Reputation: 2328
I have read other related questions but I do not find the answer.
I want to create a DataFrame
from a case class in Spark 2.3. Scala 2.11.8.
Code
package org.XXX
import org.apache.spark.sql.SparkSession
object Test {
def main(args: Array[String]): Unit = {
val spark = SparkSession
.builder
.appName("test")
.getOrCreate()
case class Employee(Name:String, Age:Int, Designation:String, Salary:Int, ZipCode:Int)
val EmployeesData = Seq( Employee("Anto", 21, "Software Engineer", 2000, 56798))
val Employee_DataFrame = EmployeesData.toDF
spark.stop()
}
}
Here is what I tried in spark-shell:
case class Employee(Name:String, Age:Int, Designation:String, Salary:Int, ZipCode:Int)
val EmployeesData = Seq( Employee("Anto", 21, "Software Engineer", 2000, 56798))
val Employee_DataFrame = EmployeesData.toDF
Error
java.lang.VerifyError: class org.apache.spark.sql.hive.HiveExternalCatalog overrides final method alterDatabase.(Lorg/apache/spark/sql/catalyst/catalog/CatalogDatabase;)V
at java.lang.ClassLoader.defineClass1(Native Method)
at java.lang.ClassLoader.defineClass(ClassLoader.java:763)
at java.security.SecureClassLoader.defineClass(SecureClassLoader.java:142)
at java.net.URLClassLoader.defineClass(URLClassLoader.java:467)
at java.net.URLClassLoader.access$100(URLClassLoader.java:73)
at java.net.URLClassLoader$1.run(URLClassLoader.java:368)
at java.net.URLClassLoader$1.run(URLClassLoader.java:362)
at java.security.AccessController.doPrivileged(Native Method)
at java.net.URLClassLoader.findClass(URLClassLoader.java:361)
at java.lang.ClassLoader.loadClass(ClassLoader.java:424)
at sun.misc.Launcher$AppClassLoader.loadClass(Launcher.java:335)
at java.lang.ClassLoader.loadClass(ClassLoader.java:357)
at org.apache.spark.sql.hive.HiveSessionStateBuilder.catalog$lzycompute(HiveSessionStateBuilder.scala:53)

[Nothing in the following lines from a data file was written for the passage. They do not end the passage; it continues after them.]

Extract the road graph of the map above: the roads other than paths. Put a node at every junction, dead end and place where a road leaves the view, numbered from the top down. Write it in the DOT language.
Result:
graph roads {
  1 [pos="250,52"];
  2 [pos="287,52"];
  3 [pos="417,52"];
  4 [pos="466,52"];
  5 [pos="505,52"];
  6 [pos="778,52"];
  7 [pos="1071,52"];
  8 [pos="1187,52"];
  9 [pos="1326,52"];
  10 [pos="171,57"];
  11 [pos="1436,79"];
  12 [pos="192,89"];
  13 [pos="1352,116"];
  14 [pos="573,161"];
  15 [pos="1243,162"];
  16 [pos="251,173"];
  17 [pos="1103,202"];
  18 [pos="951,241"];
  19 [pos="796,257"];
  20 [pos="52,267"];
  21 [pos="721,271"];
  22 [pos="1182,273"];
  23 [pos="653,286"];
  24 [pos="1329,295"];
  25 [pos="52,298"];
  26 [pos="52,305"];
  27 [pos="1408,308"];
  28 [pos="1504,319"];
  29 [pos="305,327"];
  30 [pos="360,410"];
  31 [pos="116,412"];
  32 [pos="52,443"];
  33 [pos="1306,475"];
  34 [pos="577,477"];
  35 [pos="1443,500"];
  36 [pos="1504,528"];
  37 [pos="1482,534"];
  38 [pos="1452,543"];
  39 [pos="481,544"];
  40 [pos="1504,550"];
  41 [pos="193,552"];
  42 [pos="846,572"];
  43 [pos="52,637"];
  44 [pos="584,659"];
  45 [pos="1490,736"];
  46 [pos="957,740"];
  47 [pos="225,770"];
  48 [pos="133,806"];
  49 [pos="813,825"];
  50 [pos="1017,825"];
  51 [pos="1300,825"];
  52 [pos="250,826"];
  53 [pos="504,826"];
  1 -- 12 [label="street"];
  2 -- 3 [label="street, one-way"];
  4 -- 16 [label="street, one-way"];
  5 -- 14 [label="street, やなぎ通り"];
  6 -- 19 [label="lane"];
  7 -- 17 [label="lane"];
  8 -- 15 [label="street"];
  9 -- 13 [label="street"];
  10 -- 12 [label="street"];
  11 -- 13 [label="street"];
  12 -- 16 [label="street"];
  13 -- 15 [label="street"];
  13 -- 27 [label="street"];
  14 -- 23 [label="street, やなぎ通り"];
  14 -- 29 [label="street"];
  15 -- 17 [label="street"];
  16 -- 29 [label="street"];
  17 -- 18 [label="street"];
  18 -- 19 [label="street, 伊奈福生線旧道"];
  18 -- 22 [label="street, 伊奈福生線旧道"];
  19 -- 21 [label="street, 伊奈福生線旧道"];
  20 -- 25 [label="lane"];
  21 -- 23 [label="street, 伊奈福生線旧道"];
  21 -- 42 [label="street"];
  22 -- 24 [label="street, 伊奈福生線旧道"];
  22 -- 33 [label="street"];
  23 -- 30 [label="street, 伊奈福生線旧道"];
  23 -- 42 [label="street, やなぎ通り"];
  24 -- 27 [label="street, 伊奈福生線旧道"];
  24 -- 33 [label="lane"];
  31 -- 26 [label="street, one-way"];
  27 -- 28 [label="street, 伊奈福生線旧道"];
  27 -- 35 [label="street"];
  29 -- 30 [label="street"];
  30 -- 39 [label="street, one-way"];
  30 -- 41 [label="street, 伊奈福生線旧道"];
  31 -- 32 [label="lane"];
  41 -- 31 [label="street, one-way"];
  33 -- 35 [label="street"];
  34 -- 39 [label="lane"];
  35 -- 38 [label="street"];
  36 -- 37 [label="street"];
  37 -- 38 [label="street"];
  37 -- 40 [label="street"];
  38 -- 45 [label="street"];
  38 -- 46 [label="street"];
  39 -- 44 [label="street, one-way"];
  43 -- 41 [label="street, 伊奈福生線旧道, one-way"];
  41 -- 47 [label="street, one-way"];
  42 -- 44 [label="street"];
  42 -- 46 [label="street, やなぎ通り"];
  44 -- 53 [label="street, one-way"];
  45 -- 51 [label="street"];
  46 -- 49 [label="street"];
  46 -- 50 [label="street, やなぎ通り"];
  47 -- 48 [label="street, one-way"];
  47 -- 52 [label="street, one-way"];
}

at org.apache.spark.sql.hive.HiveSessionStateBuilder.catalog(HiveSessionStateBuilder.scala:52)
at org.apache.spark.sql.hive.HiveSessionStateBuilder$$anon$1.<init>(HiveSessionStateBuilder.scala:69)
at org.apache.spark.sql.hive.HiveSessionStateBuilder.analyzer(HiveSessionStateBuilder.scala:69)
at org.apache.spark.sql.internal.BaseSessionStateBuilder$$anonfun$build$2.apply(BaseSessionStateBuilder.scala:293)
at org.apache.spark.sql.internal.BaseSessionStateBuilder$$anonfun$build$2.apply(BaseSessionStateBuilder.scala:293)
at org.apache.spark.sql.internal.SessionState.analyzer$lzycompute(SessionState.scala:79)
at org.apache.spark.sql.internal.SessionState.analyzer(SessionState.scala:79)
at org.apache.spark.sql.execution.QueryExecution.analyzed$lzycompute(QueryExecution.scala:57)
at org.apache.spark.sql.execution.QueryExecution.analyzed(QueryExecution.scala:55)
at org.apache.spark.sql.execution.QueryExecution.assertAnalyzed(QueryExecution.scala:47)
at org.apache.spark.sql.Dataset.<init>(Dataset.scala:172)
at org.apache.spark.sql.Dataset.<init>(Dataset.scala:178)
at org.apache.spark.sql.Dataset$.apply(Dataset.scala:65)
at org.apache.spark.sql.SparkSession.createDataset(SparkSession.scala:470)
at org.apache.spark.sql.SQLContext.createDataset(SQLContext.scala:377)
at org.apache.spark.sql.SQLImplicits.localSeqToDatasetHolder(SQLImplicits.scala:228)
Upvotes: 3
Views: 18702
Reputation: 76
Try initializing the case class outside the function. Something like this.
object TransformDfExample {
case class Employee(Name: String, Age: Int, Designation: String, Salary: Int, ZipCode: Int)
def main(args: Array[String]): Unit = {
val spark = SparkSession.builder()
.appName("")
.master("local")
.config("spark.testing.memory", "2147480000")
.getOrCreate()
val sc = spark.sparkContext
import spark.implicits._
val EmployeesData = List(Employee("Anto", 21, "Software Engineer", 2000, 56798))
val Employee_DataFrame = EmployeesData.toDF
Employee_DataFrame.show()
}
}
OUTPUT
+----+---+-----------------+------+-------+
|Name|Age| Designation|Salary|ZipCode|
+----+---+-----------------+------+-------+
|Anto| 21|Software Engineer| 2000| 56798|
+----+---+-----------------+------+-------+
Upvotes: 0
Reputation: 126
To be able to use implicit conversion to DataFrame you have to import spark.implicits._ like :
val spark = SparkSession
.builder
.appName("test")
.getOrCreate()
import spark.implicits._
This way the conversion should work.
In case you are using Spark Shell this is not needed as the Spark session is already created and the specific conversion functions imported.
Upvotes: 4
Reputation: 662
There is no issue in the piece of code you copied from the link shared, as error explains it's something else (exact code copy result in my run below).
case class Employee(Name:String, Age:Int, Designation:String, Salary:Int, ZipCode:Int)
val EmployeesData = Seq( Employee("Anto", 21, "Software Engineer", 2000, 56798))
val Employee_DataFrame = EmployeesData.toDF
Employee_DataFrame.show()
Employee_DataFrame:org.apache.spark.sql.DataFrame = [Name: string, Age: integer ... 3 more fields]'
+----+---+-----------------+------+-------+
|Name|Age| Designation|Salary|ZipCode|
+----+---+-----------------+------+-------+
|Anto| 21|Software Engineer| 2000| 56798|
+----+---+-----------------+------+-------+
Upvotes: 5